Big Tom is happy. And Lenny takes the chance to practice speed skating.

up runners and at least on one occasion making a tackle that could well have prevented a second goal. When not in possession, he dropped back into the midfield shield and remained alert to danger, closing down opponents swiftly. On the ball, he found space and moved it on after a touch or two.

JJ’s problem is that he looks better than he is. In the paddock, so to speak, he is for all the world a thoroughbred, but on the track he will be in contention until falling away in the final furlong. Sometimes he looks so good, striding across the White Hart Lane turf, the ruler of all he sees. Athletic and poised, his long stride gobbles up the yards, setting up attacks, running past the strikers to pick up a knock on or through ball with perfect timing. He can be a danger at the edge of the box with his shooting, and once his free kick against Manchester Untied flew in unerringly.

Bursting with potential, I start each year believing that this finally will be his breakthrough, when he puts it all together. Except that day is never going to come. He will remain frustratingly inconsistent because ultimately his touch on the ball and judgement of weight on the pass is not quite good enough. The less said about his free kicks since Old Trafford, or indeed his credentials as captain, the better.

Coming back to the England experience, the future lies in a genuine response to lower expectations by restricting his role. If that’s how he is, then play to his strengths. We need more in defence, especially away from home, so let’s remind him about his workrate and discipline when wearing the Three Lions, restrict his forward movement until all danger has passed and use his stamina to pick up the runs of opponents or to press and harass in the centre. Here’s our box to box midfielder – I hope he finds his vocation.

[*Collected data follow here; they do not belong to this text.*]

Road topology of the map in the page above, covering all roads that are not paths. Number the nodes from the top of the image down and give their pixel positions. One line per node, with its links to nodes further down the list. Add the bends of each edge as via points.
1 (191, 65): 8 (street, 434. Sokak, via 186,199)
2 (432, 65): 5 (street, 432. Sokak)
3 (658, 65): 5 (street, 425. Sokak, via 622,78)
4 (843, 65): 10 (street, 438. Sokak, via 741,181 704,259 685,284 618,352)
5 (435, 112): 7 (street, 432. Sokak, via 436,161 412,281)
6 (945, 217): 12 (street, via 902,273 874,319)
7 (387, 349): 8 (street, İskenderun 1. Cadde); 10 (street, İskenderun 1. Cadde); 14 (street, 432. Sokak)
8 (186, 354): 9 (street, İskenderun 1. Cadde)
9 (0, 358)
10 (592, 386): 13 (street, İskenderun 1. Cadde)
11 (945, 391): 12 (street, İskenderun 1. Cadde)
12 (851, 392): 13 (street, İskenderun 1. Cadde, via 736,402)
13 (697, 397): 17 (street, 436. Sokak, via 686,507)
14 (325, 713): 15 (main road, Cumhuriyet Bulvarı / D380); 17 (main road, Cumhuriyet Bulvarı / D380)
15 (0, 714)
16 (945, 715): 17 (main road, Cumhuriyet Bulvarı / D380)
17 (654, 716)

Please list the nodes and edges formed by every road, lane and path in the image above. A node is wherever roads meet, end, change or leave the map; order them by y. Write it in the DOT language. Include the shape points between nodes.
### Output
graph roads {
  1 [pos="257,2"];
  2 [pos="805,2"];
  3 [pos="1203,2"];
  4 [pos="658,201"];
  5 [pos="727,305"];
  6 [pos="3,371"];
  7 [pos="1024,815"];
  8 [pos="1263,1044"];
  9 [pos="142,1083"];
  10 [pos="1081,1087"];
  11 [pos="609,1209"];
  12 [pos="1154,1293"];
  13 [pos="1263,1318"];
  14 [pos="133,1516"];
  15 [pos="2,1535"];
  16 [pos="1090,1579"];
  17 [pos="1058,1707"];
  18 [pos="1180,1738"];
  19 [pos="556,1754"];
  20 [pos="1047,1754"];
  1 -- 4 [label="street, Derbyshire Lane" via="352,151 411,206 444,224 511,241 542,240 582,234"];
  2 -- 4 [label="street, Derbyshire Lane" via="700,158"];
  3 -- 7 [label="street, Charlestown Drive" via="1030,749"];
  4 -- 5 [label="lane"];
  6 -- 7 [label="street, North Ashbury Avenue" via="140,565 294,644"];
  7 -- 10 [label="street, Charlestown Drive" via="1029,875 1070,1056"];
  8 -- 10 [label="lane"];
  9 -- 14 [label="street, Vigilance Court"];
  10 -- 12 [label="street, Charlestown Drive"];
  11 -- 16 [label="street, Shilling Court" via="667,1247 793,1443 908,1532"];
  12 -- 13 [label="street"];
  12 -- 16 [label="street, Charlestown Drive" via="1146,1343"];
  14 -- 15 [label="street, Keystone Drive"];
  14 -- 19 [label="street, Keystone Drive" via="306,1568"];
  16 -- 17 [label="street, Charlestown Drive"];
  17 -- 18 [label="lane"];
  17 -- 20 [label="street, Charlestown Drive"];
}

As for Big Tom, there’s little to be learned from his brief appearance. The Big Boned One (is it me or have his bones become larger lately…?) also creates huge irritation for similar reasons. His passing is wonderful, seeing the long ball early and picking out his man. I will refrain from making comparison with the incomparable Hoddle, but on his day his touch bears comparison with anyone in the Premier League. He’s young and still learning – despite the number of appearances totting up, this season is the first when he has had an extended run in the team.

However, his inconsistency is again enormously frustrating. There is a top class player in there somewhere but the problem lies not in his feet but in his mind. There’s truth in the old adage that the first yard is in the head, and in Tom’s case it stays there. His lack of awareness when he does not have the ball will hold him back, especially as he lacks the pace to get himself out of any difficultly. Still, this is something that he can learn, but at the moment it’s slow progress. I confess I thought he would be further on in his development by now.

Again, a positional change will do him good. Hud is not a defensive midfielder, just because he’s a Big Bloke. He’s better further forward where his passing can set up Defoe and Keane with early balls to feet or chest and his shooting can be truly dangerous. He’s fine when looking in one direction, i.e. when the play is set out in front of him.

When he moved onto the ball before scoring against Sunderland, he was a man transformed. Gone was the gawky, clumsy, almost adolescent figure, a kid in a man’s body. Suddenly he was perfectly balanced, athletic and powerful in his concentration. The classic footballer pose, in fact. His cap should boost his confidence – he’s not the most extrovert player and his head drops after a few bad passes. Not much on the day but hopefully the springboard to the next stage in his development. But the real lesson to be gleaned from the weekend is a re-think over positions. Maybe JJ should stick to being our midfield dynamo with Hud the playmaker, setting up and scoring. It’s worth a try.